О глаголе же делал вид, будто его и нет. Но не могут же деепричастия существовать сами по себе — без глагола? В кругу старых друзей сложилось убеждение, что Марк служит в Управлении по работе с теневыми структурами или сходной по влиятельности конторе, о чём его, естественно, не спрашивали — отчасти из деликатности, отчасти потому, что ответ был предсказуем. Ещё в беззаботные времена, когда речь шла о жизненных планах, Толяныч весело сообщал, что собирается подвизаться на поприще, которое зовётся «Толик Маркин», и на нём у него вряд ли найдутся соперники, кроме него самого — так оно, в общем-то, и получилось.

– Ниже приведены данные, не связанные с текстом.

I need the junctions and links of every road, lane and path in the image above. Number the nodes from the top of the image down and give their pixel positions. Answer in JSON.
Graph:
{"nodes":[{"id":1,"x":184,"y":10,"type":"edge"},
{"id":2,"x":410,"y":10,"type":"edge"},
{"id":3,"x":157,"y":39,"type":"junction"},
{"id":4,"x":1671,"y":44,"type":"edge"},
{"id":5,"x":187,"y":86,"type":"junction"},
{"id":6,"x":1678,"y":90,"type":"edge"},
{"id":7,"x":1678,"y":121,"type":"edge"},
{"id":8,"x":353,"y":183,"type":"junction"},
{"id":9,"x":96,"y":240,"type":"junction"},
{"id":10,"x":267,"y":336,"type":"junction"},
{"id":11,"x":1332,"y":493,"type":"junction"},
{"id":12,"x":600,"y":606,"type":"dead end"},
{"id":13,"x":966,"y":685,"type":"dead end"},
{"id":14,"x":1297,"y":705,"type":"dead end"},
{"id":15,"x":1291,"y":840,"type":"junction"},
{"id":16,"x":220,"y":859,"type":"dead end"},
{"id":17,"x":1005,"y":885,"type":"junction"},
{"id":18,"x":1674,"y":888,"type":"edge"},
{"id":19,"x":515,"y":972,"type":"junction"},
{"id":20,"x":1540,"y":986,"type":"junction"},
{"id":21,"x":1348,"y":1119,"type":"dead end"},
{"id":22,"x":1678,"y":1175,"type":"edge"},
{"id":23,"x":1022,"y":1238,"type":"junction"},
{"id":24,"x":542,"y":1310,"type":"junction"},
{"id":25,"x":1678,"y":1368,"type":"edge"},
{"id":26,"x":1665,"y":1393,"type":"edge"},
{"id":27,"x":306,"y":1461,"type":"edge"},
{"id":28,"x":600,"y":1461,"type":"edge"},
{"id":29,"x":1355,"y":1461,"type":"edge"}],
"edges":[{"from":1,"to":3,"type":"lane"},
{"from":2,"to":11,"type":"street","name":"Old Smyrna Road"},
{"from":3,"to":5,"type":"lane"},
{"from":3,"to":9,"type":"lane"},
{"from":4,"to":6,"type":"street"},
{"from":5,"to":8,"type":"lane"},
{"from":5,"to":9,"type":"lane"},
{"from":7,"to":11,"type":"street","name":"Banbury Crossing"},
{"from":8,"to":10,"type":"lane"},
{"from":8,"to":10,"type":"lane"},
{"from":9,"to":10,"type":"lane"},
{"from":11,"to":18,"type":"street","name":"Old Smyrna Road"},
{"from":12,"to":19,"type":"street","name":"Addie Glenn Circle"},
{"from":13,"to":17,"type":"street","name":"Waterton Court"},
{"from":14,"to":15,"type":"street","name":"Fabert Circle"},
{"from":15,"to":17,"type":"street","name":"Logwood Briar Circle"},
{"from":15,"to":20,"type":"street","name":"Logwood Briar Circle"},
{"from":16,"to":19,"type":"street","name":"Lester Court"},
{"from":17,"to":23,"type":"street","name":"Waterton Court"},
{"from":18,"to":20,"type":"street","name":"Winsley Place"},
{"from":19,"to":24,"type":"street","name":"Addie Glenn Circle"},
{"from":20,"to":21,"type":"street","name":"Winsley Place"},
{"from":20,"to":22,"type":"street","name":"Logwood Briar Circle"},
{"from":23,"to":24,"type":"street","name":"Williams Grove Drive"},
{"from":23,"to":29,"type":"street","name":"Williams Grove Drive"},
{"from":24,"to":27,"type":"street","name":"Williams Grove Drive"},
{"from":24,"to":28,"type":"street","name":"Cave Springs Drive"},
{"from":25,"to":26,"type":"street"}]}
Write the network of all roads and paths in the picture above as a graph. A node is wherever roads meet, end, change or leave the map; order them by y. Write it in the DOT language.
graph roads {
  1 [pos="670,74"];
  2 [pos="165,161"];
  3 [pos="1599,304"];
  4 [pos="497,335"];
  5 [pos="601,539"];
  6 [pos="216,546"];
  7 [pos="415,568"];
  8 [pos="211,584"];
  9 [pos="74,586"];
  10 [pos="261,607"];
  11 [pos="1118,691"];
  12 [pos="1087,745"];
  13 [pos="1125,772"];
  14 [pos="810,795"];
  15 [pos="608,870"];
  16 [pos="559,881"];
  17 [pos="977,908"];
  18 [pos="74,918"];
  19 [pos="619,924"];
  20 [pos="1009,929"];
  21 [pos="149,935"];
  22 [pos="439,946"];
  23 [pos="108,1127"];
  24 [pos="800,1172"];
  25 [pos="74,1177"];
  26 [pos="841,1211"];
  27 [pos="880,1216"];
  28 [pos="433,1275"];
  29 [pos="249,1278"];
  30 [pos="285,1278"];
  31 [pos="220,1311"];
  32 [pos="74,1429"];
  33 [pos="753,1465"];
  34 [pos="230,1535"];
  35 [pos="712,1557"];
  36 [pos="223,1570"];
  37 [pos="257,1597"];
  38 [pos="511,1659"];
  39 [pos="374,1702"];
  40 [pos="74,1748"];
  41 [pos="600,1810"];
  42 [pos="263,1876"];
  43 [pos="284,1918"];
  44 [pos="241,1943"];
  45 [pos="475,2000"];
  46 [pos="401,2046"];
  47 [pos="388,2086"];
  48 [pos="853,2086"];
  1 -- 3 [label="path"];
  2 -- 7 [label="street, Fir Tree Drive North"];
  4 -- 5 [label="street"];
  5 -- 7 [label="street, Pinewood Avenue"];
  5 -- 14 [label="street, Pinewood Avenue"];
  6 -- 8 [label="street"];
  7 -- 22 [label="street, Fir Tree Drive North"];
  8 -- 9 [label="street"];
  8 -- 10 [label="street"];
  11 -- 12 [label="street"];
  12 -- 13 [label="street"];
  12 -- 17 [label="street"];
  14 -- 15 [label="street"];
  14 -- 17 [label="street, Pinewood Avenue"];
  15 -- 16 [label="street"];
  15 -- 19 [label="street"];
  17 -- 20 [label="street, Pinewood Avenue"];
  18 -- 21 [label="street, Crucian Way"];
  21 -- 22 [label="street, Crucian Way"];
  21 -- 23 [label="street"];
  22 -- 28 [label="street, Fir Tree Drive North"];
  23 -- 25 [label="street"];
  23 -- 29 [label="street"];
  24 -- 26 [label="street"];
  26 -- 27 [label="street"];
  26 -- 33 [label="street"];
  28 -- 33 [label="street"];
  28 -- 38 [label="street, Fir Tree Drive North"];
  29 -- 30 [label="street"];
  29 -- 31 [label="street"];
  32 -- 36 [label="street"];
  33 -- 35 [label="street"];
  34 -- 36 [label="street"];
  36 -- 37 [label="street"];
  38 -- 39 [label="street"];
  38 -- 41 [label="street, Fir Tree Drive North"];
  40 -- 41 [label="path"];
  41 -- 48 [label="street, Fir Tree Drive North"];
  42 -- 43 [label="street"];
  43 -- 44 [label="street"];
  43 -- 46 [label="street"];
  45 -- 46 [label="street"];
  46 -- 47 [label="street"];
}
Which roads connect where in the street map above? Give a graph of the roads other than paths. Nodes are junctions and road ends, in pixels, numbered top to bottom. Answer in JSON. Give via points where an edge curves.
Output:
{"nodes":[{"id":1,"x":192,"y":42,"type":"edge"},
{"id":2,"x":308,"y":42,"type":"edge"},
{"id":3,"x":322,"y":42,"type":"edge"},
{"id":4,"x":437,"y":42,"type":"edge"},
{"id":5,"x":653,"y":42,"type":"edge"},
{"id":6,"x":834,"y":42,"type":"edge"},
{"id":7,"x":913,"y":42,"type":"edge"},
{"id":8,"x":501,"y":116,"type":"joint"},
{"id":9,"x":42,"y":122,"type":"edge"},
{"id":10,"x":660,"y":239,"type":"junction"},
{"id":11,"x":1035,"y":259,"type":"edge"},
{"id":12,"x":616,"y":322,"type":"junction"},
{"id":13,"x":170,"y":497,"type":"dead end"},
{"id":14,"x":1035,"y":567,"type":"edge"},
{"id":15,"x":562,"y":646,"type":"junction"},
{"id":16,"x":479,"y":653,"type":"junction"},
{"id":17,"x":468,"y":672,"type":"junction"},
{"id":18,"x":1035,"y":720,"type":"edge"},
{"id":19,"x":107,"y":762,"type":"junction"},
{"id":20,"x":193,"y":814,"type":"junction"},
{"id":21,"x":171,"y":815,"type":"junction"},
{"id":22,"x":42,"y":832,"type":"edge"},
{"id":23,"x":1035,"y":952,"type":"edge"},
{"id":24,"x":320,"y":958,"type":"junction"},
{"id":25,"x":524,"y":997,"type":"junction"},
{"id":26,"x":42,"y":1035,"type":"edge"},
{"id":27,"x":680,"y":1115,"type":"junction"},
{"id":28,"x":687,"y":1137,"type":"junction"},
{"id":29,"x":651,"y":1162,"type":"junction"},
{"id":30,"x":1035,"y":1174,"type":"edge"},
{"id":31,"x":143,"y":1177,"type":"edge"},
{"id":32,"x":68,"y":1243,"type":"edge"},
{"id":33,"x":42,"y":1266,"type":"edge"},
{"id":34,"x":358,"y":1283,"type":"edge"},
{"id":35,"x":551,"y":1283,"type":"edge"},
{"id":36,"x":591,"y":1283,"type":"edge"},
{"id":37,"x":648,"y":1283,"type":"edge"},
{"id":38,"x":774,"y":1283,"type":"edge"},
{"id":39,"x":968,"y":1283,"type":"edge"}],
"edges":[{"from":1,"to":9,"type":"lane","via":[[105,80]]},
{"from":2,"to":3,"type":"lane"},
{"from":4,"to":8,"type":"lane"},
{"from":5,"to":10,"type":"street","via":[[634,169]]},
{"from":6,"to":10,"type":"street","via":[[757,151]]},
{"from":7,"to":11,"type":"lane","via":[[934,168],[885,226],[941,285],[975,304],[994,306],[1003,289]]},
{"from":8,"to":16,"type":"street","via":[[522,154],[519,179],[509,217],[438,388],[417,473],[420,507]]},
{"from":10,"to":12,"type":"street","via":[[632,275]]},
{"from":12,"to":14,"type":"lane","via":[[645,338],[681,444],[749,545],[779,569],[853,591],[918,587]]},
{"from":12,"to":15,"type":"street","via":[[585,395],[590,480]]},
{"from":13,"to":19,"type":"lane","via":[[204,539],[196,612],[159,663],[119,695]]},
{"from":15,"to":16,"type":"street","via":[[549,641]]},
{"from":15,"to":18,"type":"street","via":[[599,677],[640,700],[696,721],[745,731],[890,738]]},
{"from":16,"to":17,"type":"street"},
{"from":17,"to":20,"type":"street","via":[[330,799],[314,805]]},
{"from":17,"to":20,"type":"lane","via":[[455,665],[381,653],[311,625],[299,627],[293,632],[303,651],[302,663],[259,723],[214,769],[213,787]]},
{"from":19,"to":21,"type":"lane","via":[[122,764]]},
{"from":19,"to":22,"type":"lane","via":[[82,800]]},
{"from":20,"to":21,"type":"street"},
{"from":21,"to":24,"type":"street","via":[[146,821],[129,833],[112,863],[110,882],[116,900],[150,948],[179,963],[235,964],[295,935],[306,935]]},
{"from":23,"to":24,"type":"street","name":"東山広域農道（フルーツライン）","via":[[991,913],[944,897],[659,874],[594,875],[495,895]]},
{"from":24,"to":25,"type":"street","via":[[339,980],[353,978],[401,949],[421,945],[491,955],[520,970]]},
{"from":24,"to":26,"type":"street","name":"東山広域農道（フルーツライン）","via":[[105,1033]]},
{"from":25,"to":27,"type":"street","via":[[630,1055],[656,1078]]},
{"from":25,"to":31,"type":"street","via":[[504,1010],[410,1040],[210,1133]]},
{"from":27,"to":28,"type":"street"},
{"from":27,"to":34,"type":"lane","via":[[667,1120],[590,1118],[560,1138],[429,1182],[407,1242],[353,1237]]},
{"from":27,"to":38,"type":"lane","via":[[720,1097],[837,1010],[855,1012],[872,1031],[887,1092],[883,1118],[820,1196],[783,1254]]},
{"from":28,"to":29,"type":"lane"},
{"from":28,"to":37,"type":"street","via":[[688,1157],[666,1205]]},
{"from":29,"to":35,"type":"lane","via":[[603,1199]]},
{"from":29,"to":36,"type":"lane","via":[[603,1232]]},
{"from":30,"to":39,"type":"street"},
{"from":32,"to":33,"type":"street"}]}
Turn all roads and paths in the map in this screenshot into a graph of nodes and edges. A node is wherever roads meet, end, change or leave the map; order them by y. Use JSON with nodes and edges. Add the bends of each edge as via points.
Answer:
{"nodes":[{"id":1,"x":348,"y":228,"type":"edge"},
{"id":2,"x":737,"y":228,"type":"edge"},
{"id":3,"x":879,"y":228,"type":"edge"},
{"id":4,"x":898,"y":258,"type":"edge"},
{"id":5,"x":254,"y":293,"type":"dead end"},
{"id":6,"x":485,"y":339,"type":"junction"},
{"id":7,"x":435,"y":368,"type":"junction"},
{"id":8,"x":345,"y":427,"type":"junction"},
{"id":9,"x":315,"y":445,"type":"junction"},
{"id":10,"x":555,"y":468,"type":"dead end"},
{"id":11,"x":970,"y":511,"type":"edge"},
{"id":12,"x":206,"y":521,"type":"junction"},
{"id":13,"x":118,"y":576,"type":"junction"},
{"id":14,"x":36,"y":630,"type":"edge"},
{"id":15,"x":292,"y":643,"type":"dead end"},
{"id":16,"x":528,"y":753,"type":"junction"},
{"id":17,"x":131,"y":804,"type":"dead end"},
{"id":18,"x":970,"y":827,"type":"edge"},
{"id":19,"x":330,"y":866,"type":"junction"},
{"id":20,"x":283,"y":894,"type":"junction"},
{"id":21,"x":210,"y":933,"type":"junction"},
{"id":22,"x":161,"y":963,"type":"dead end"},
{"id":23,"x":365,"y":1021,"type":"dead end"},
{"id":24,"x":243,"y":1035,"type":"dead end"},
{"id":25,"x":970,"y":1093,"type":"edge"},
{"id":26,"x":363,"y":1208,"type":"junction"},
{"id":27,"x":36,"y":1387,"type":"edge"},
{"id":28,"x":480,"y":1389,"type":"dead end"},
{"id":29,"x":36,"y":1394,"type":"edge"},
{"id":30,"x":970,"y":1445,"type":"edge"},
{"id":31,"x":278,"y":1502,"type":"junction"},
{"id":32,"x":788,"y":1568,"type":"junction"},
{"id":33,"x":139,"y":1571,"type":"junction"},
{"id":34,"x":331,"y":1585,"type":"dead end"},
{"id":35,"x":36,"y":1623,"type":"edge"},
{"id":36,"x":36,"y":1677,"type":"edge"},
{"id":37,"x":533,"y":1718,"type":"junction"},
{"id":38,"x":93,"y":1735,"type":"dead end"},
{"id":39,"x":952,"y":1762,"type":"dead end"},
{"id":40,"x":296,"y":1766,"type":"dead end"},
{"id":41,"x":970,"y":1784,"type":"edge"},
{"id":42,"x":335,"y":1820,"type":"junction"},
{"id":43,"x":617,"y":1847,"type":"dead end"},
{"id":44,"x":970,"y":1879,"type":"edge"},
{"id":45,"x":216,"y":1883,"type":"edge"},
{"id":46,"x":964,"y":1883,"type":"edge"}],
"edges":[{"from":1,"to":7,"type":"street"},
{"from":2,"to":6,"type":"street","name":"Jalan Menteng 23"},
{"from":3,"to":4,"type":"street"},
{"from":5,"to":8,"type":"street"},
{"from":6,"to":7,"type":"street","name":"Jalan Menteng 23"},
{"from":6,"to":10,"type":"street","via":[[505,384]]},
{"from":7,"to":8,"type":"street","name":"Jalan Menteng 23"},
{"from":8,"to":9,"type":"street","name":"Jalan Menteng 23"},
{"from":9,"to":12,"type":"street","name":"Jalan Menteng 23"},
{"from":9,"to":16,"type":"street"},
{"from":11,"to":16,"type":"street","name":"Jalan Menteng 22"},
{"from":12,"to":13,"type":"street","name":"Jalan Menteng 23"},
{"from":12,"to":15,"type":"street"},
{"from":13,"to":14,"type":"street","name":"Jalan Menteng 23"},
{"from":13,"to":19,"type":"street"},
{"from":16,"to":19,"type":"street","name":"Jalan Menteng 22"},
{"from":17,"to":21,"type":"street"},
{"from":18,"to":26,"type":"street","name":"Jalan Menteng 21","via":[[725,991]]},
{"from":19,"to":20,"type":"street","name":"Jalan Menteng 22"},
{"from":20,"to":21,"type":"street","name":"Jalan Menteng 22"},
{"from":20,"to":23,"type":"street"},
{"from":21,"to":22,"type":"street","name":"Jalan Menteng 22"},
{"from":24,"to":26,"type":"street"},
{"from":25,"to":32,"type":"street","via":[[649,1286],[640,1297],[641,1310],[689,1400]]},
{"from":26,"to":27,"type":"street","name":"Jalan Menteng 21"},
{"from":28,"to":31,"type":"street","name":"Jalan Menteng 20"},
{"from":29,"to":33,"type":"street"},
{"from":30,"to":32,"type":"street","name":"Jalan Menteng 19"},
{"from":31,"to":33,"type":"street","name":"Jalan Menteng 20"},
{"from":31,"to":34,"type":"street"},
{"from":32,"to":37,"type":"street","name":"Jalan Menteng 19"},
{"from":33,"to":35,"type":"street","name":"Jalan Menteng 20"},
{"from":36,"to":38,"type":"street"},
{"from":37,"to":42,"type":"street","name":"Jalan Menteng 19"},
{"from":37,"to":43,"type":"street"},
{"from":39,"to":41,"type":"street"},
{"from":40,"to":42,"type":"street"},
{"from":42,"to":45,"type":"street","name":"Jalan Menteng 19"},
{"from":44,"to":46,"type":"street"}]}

И вот теперь Марк выходил из белоснежной KLV (бешеная штучка — куда там «мерсейотам»), сверкая солнечными очками и не меняющейся с годами улыбкой, делавшей его стильно небритое лицо мальчишеским, а погружённый в мысли Киш помахивал на ходу пакетом, в котором бутылка кетчупа соседствовала с пачкой розовых сосисок. Он обрадовался Толянычу, хотя и был уверен: за те пять-семь лет, что они не виделись, Марк ни разу о нём не вспомнил — их объединяла, скорей, общая принадлежность, чем личная дружба. И потому был тронут, когда мистер Мой-дом-весь-мир приветствовал его в манере, принятой среди почти-доистов — легонько стукаясь лбами.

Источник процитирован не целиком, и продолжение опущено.